*** Begin section ***

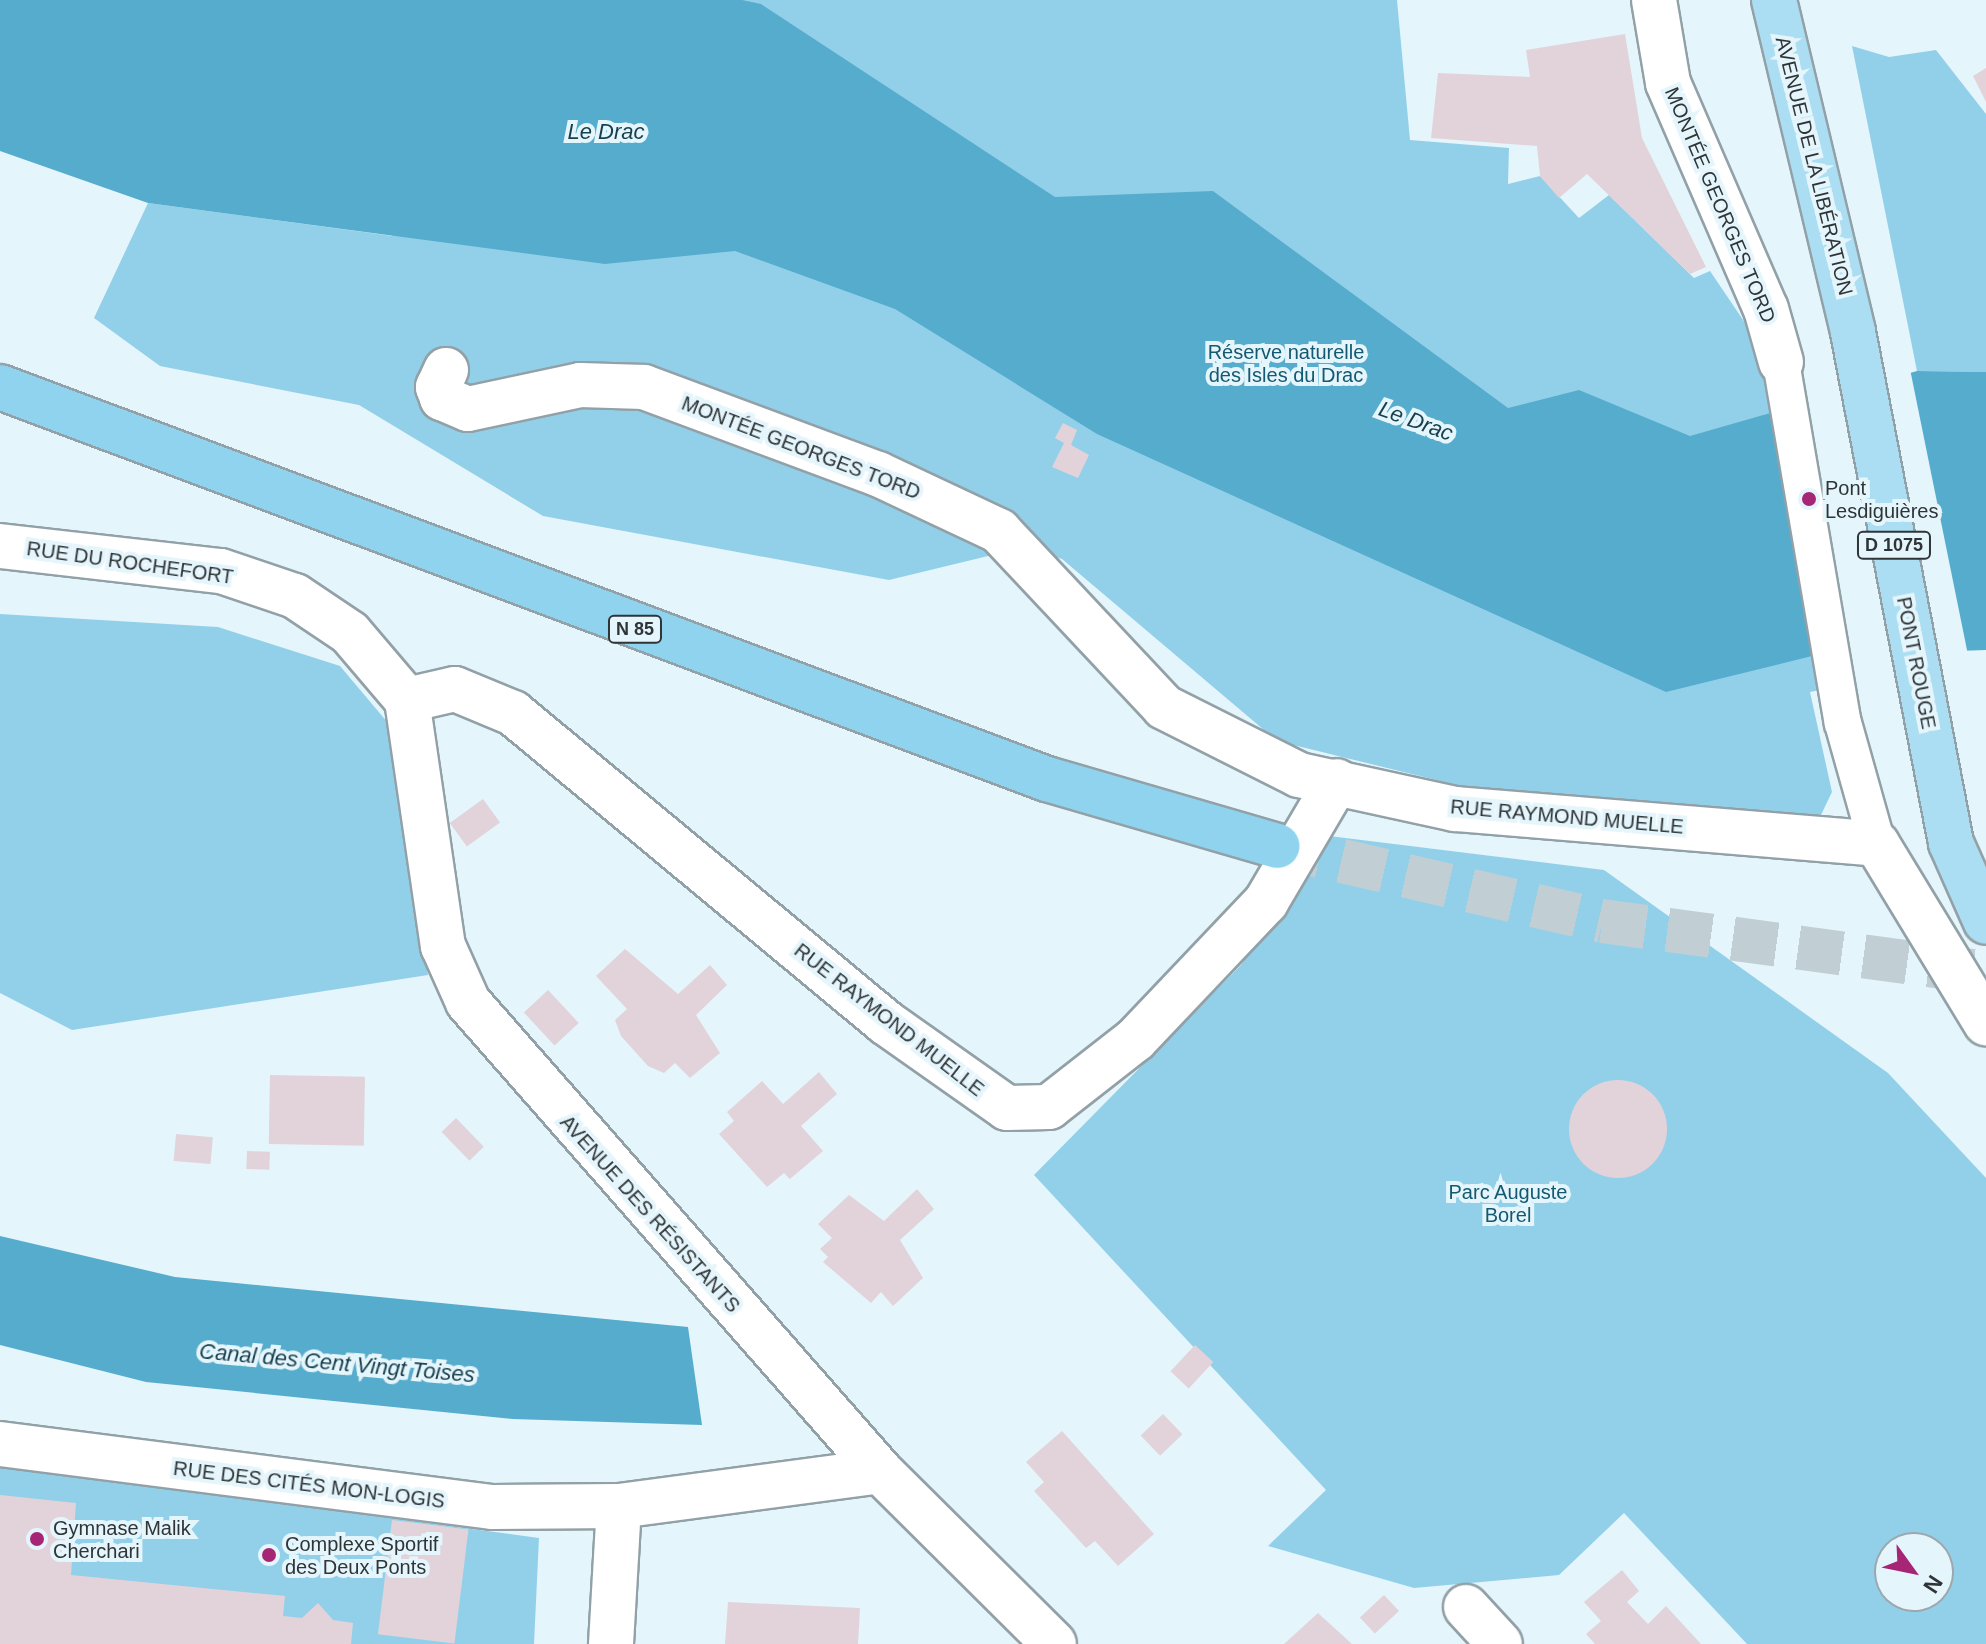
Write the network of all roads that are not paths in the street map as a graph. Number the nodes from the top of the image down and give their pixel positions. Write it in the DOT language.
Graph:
graph roads {
  1 [pos="1654,0"];
  2 [pos="1774,0"];
  3 [pos="1853,332"];
  4 [pos="1781,362"];
  5 [pos="446,370"];
  6 [pos="0,387"];
  7 [pos="0,546"];
  8 [pos="407,700"];
  9 [pos="1337,781"];
  10 [pos="1877,844"];
  11 [pos="1277,846"];
  12 [pos="1986,922"];
  13 [pos="1986,1023"];
  14 [pos="0,1444"];
  15 [pos="880,1471"];
  16 [pos="619,1506"];
  17 [pos="1466,1607"];
  18 [pos="611,1644"];
  19 [pos="1054,1644"];
  20 [pos="1500,1644"];
  1 -- 4 [label="street, MONTÉE GEORGES TORD"];
  2 -- 3 [label="main road, AVENUE DE LA LIBÉRATION / D 1075"];
  3 -- 12 [label="main road, PONT ROUGE / D 1075"];
  4 -- 10 [label="street"];
  5 -- 9 [label="street, MONTÉE GEORGES TORD"];
  6 -- 11 [label="highway, N 85"];
  7 -- 8 [label="street, RUE DU ROCHEFORT"];
  8 -- 9 [label="street, RUE RAYMOND MUELLE"];
  8 -- 15 [label="street, AVENUE DES RÉSISTANTS"];
  9 -- 10 [label="street, RUE RAYMOND MUELLE"];
  10 -- 13 [label="street"];
  14 -- 16 [label="street, RUE DES CITÉS MON-LOGIS"];
  15 -- 16 [label="street, RUE DES CITÉS MON-LOGIS"];
  15 -- 19 [label="street, AVENUE DES RÉSISTANTS"];
  16 -- 18 [label="street"];
  17 -- 20 [label="street"];
}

*** End section ***

## Exercise instructions:
Find the lines above with the word "LOGIS". Copy them out.

## Answer to the exercise:
  14 -- 16 [label="street, RUE DES CITÉS MON-LOGIS"];
  15 -- 16 [label="street, RUE DES CITÉS MON-LOGIS"];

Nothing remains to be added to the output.